I want you to know, brethren, that our fathers
were all under the cloud, and all passed through the sea,
and all were baptized into Moses.

Paul recounts the same mighty deeds of salvation and mercy as does Ezra in the Book of Nehemiah, but with this difference: the wall is down; there is no division; all are invited into the city of the one God. As Paul says to the Galatians:

There is no longer Jew or Greek, there is no
longer slave or free, there is no longer male or female;
for all of you are one in Christ Jesus.

What would Paul make of the divisions in the Church today? In the Anglican Communion, walls are being reinforced, with many only too willing to decide who belongs on which side. The media do not help matters, characterising the disagreements around issues of human sexuality as being simply a spat between liberals and conservatives.

It is far more serious than that, as one commentator pointed out in a recent issue of the Church Times. The division is between, on the one hand, those who say that Christians with different views and lifestyles to their own are still Christian, and have a Christian integrity that must be part of the Church; and, on the other hand, those who think that this simply cannot and must not be the case. If you are not like us, you must be sent away, out beyond the city walls.

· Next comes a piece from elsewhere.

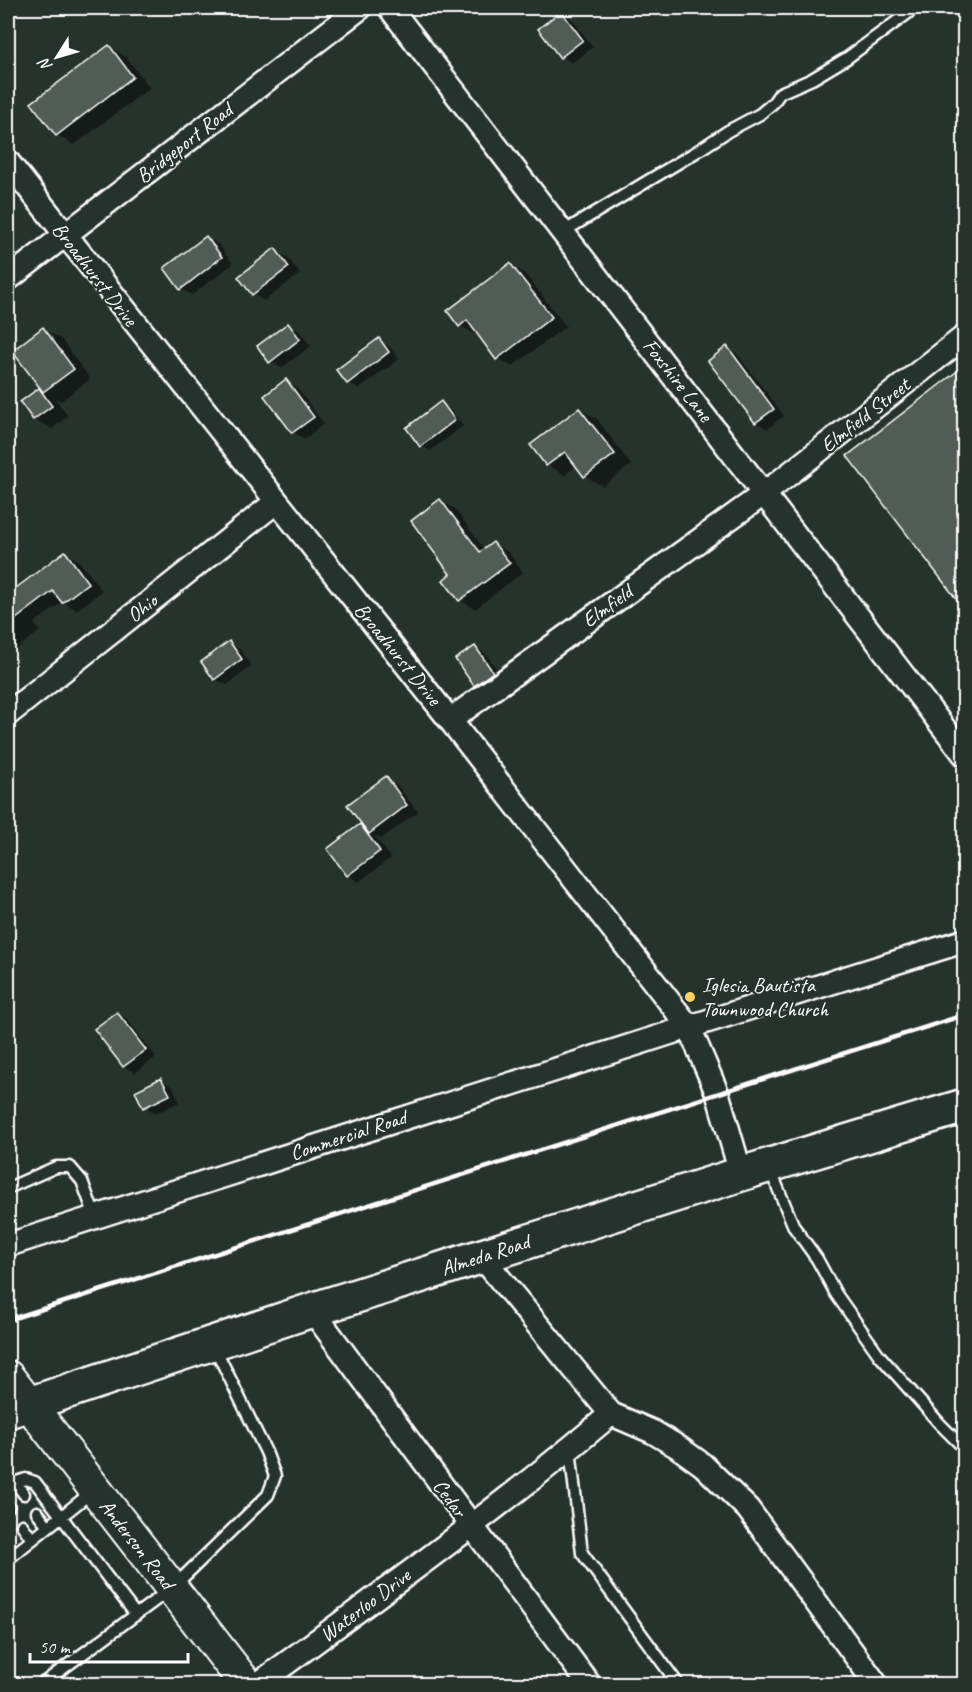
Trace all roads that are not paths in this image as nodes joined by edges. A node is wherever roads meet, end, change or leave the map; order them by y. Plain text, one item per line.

Which isn't to say that anything goes. Certainly that wasn't Paul's view. No-one was quicker than him to point what is unhelpful to life's journey and one's relationship with God. But judgement: that's another matter. It is for God to separate the sheep from the goats, and for God alone.

Paul's view was this, set out in his Second Letter to the Corinthians:

...in Christ God was reconciling the world to himself,
not counting their trespasses against them...
We beseech you on behalf of Christ, be reconciled to God.

As Christians, we are called to do two things: Love God and love our neighbour. It's really very simple - if difficult and at times costly, for our neighbours, very often, are not people like us. But that's the gospel imperative and although no passage from the gospels has been read in this service, it is the gospel, the Good News of God in Christ that informs Paul in his words and in his deeds.

What made the difference to Paul - one minute the zealous persecutor, the next the zealous advocate - was Jesus Christ. Christ entered Paul's life and Paul was transformed. He didn't always get it right, I am sure; he probably wasn't the easiest person to be around; but he tried his utmost to break down the walls that divide people from one another and the walls that divide people from God.

It is thanks to Paul, in very large part, that God's message of salvation and mercy made it out of Jerusalem, out beyond Nehemiah's carefully and faithfully rebuilt walls, out, in time, to every part of this beautiful blue and green planet.